START Extracted entries

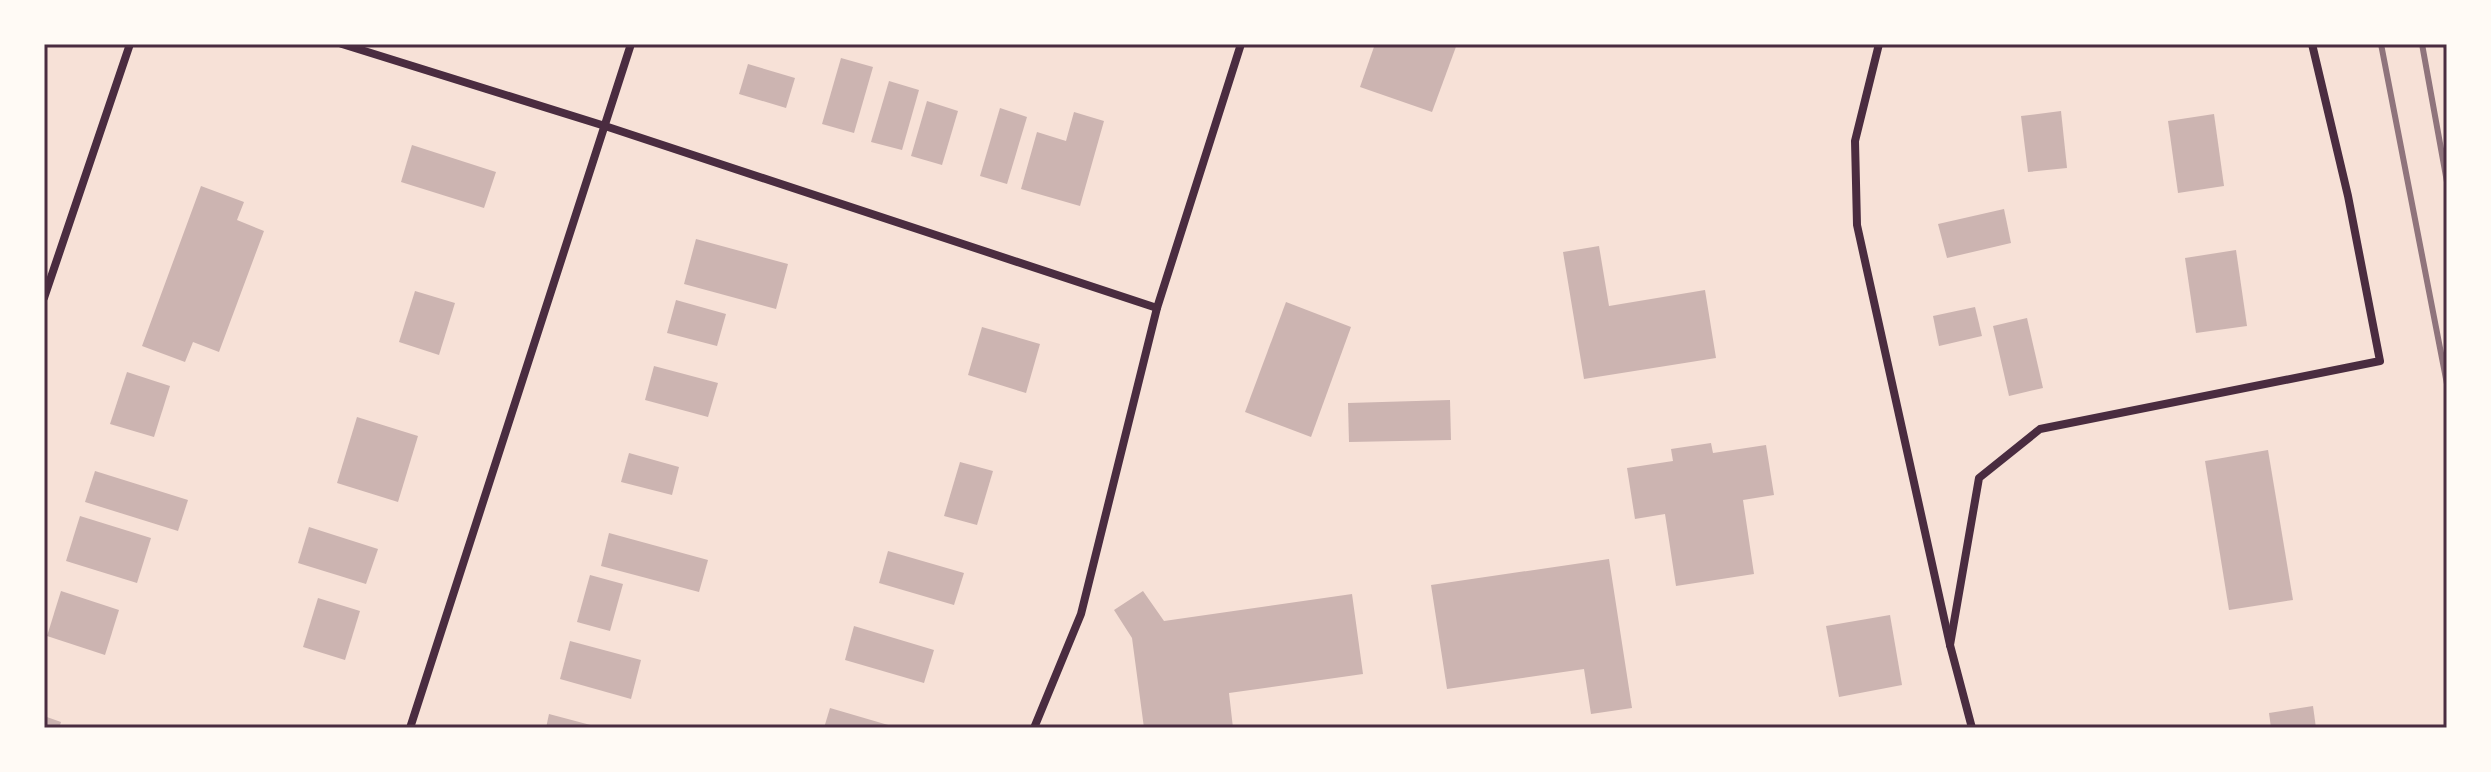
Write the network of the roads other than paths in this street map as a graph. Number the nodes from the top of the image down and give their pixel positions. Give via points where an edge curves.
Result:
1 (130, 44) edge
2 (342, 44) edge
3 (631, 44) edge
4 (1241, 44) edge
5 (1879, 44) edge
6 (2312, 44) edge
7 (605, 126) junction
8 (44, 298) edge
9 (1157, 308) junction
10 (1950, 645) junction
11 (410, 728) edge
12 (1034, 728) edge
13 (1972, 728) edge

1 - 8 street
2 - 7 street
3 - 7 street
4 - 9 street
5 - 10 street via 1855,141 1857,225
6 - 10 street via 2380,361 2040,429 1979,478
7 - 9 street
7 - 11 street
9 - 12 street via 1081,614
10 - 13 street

END Extracted entries

The result should be the same data as above, line for line, with the pictures gone.

*Task result:*
Write the network of the roads other than paths in this street map as a graph. Number the nodes from the top of the image down and give their pixel positions. Give via points where an edge curves.
Result:
1 (130, 44) edge
2 (342, 44) edge
3 (631, 44) edge
4 (1241, 44) edge
5 (1879, 44) edge
6 (2312, 44) edge
7 (605, 126) junction
8 (44, 298) edge
9 (1157, 308) junction
10 (1950, 645) junction
11 (410, 728) edge
12 (1034, 728) edge
13 (1972, 728) edge

1 - 8 street
2 - 7 street
3 - 7 street
4 - 9 street
5 - 10 street via 1855,141 1857,225
6 - 10 street via 2380,361 2040,429 1979,478
7 - 9 street
7 - 11 street
9 - 12 street via 1081,614
10 - 13 street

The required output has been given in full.